At the time of my capture I little thought that my service in the field was ended. But on the contrary I expected to be exchanged very soon and return to my command; but at this time the Federal authorities ceased to grant further exchanges of prisoners, it being easier to deplete Confederate ranks by holding prisoners than to exchange and meet them and deplete their ranks on the field; hence prisoners were held until after the close of the war in April, 1865. Our prison gates were thrown open on June 13, 1865, and prisoners returned thence to their respective homes.

Thus ended my career as a soldier.

I now returned to my father and mother, brothers and sisters at the old homestead, near Gate City in Scott County, Virginia. The comfortable but old-fashioned home, its porches, broad stone steps, the negro cabins, the public highway in front, the babbling brook farther on that flows through the valley, the great mountain standing still farther to the front, were always before but now in the month of June doubly dear to me, and while yet but little more than a boy, although disappointed in the results of the war, I was made to feel that life was still worth the living.

Many changes had taken place. The well tilled fields and green pastures were not luxuriant as before, lowing cattle, the colts and their dams, the music and dancing of the younger negroes, were missing; but only the older negroes still remained.

The ravages of war had wrought the great change.

I now turned my attention for the time being to the harvest field and the farm, no longer a soldier, but a citizen.

The war was over and the people of the South accepted its results in honesty and good-faith. They had made a brave, manly and determined battle for the right as they saw it, but had been defeated by numbers and equipment. Honor, dignity, and self-respect they still had. They were not rebels as they had not rebelled against lawful authority, but fought for a right as they and their ancestors viewed it, that was denied them. They had been taught from the beginning that when England was trying to subject the colonies, each of which was sovereign, a compact was formed by these colonies as States for mutual aid and defense.

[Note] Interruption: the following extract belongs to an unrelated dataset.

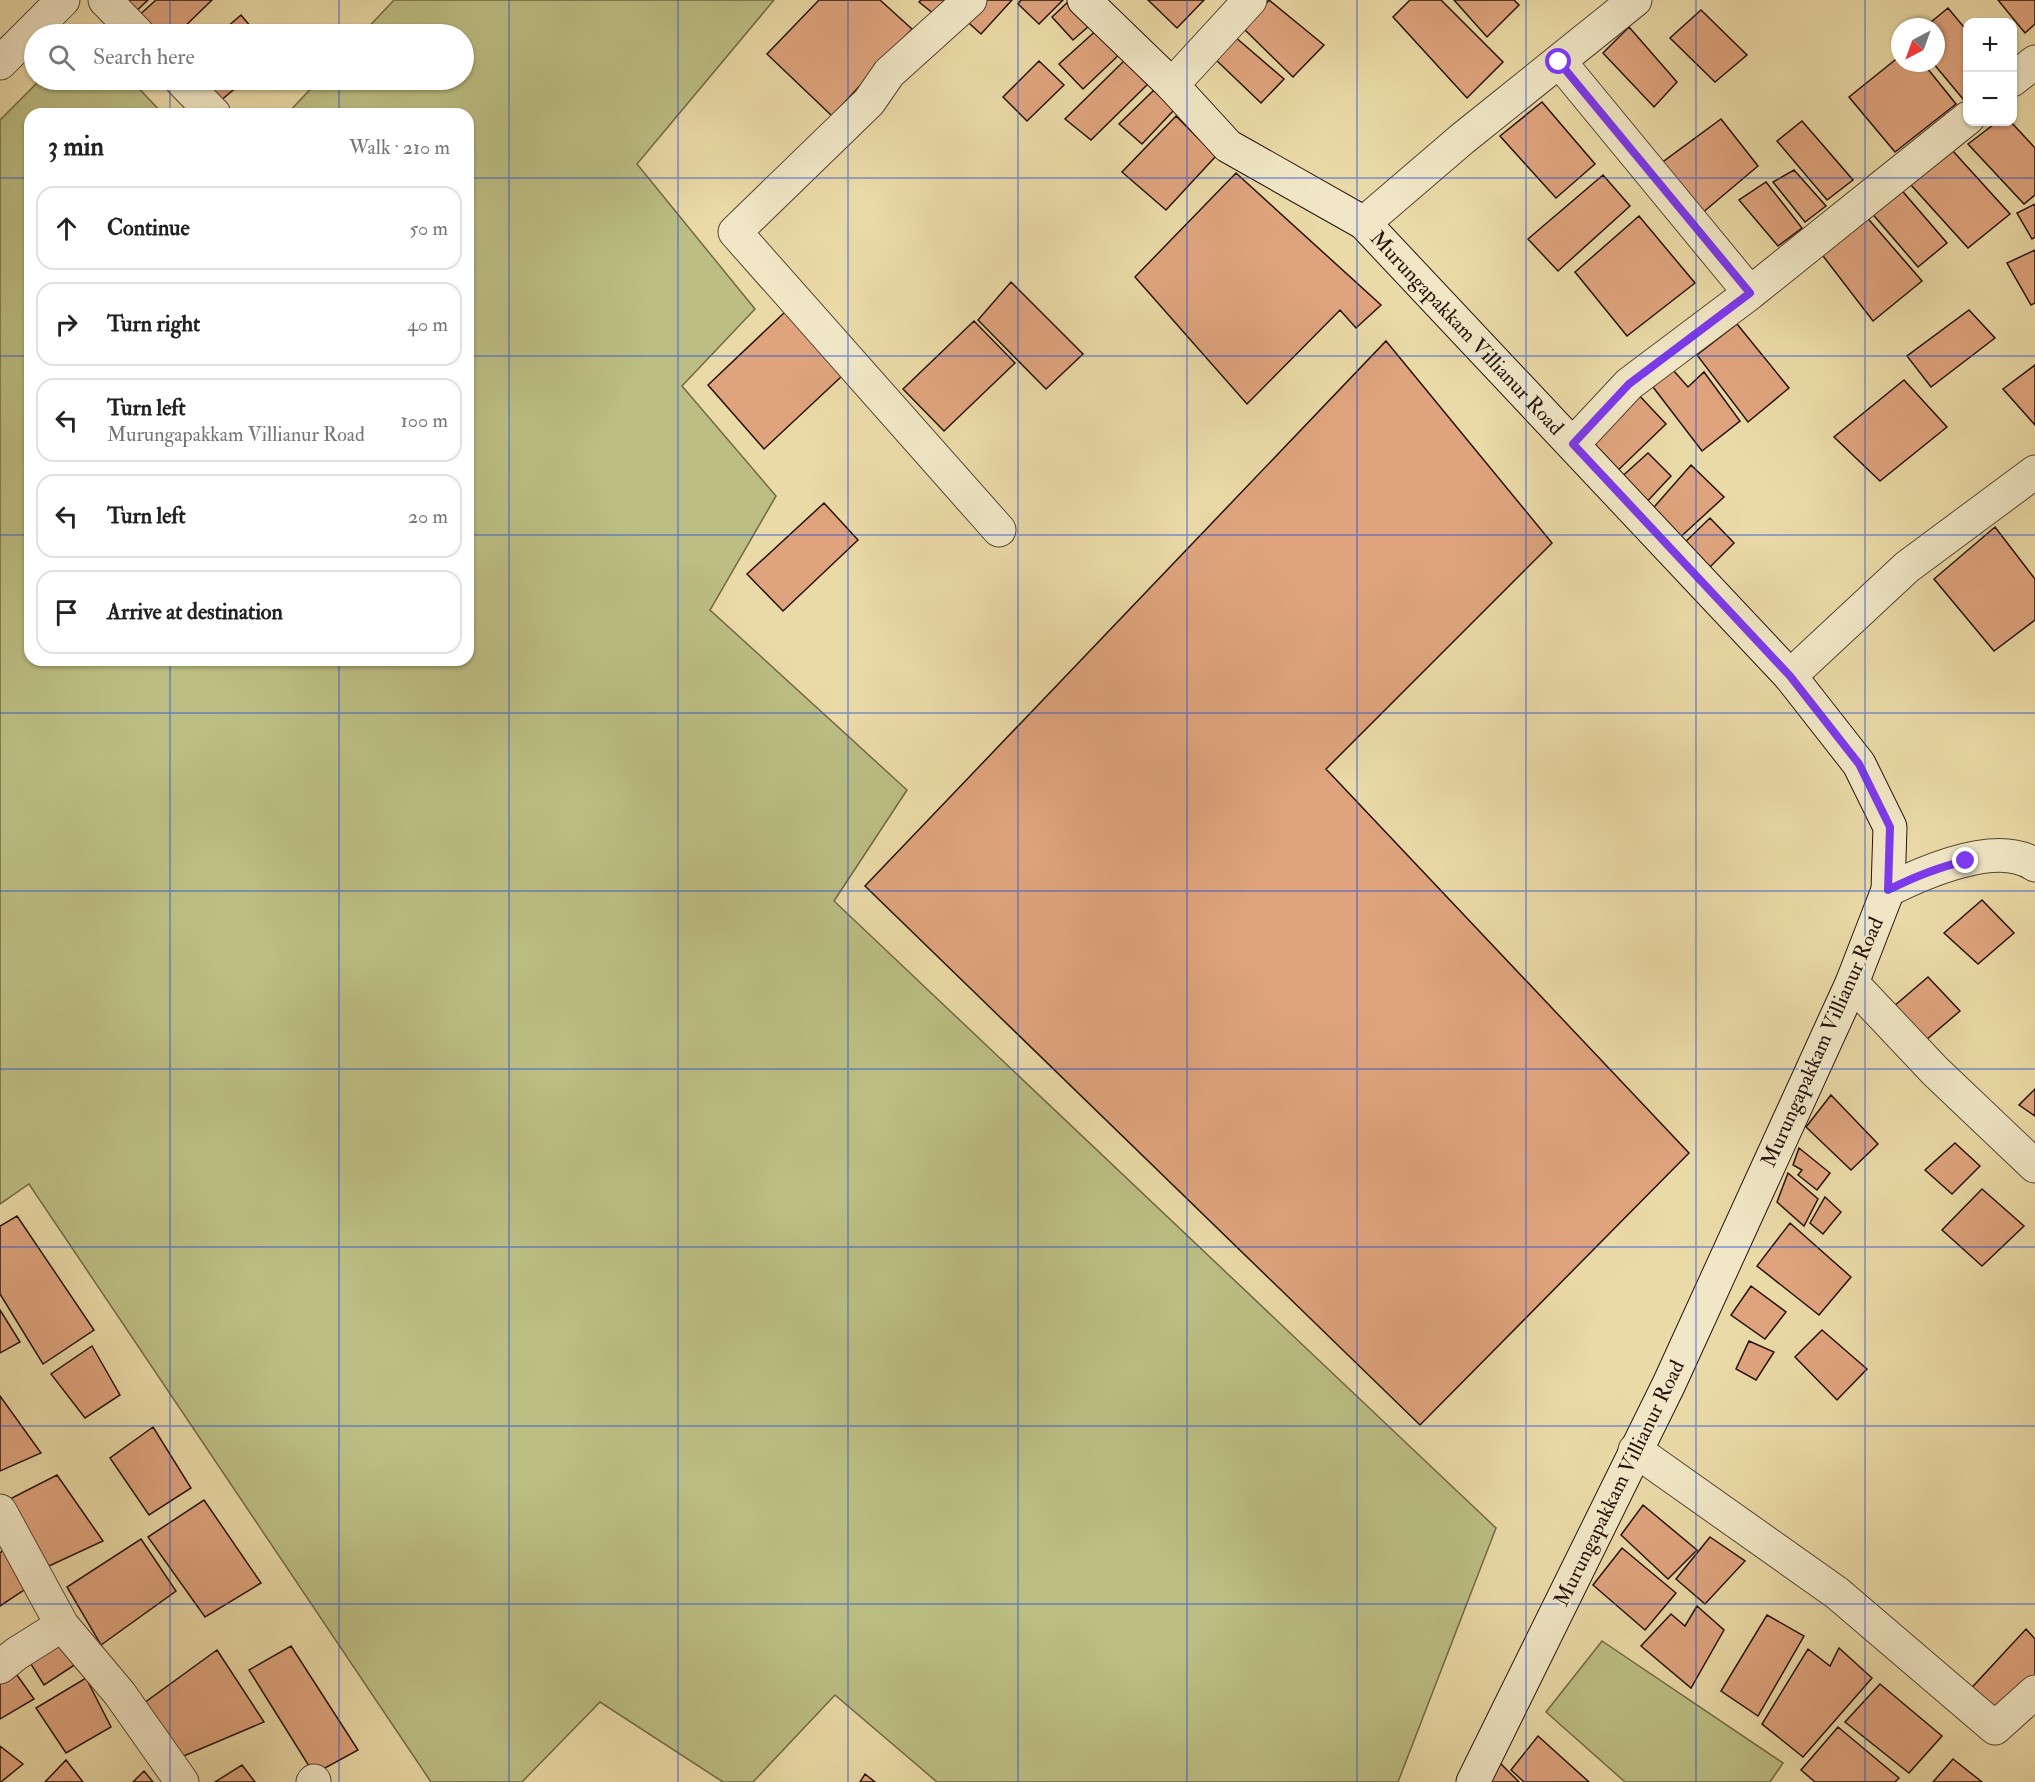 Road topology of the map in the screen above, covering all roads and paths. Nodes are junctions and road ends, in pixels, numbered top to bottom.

Each expressly reserved its sovereignty not expressly delegated; hence it was claimed that the Constitution did not set up a national government above and over the States, but was simply a compact between independent and sovereign States, each having the right to resume its sovereignty at will. Thus schooled and so understanding their rights the people of the South felt justified in their course, and their integrity of purpose cannot be questioned, but when these questions were settled by the arbitriment of the sword they returned to citizenship and the building up of their waste places; and with the same integrity of purpose have been loyal to the flag of our country, and today there is no section of the Union in which there is more American blood and American patriotism than in the late Confederate States. But few if any would now change the result.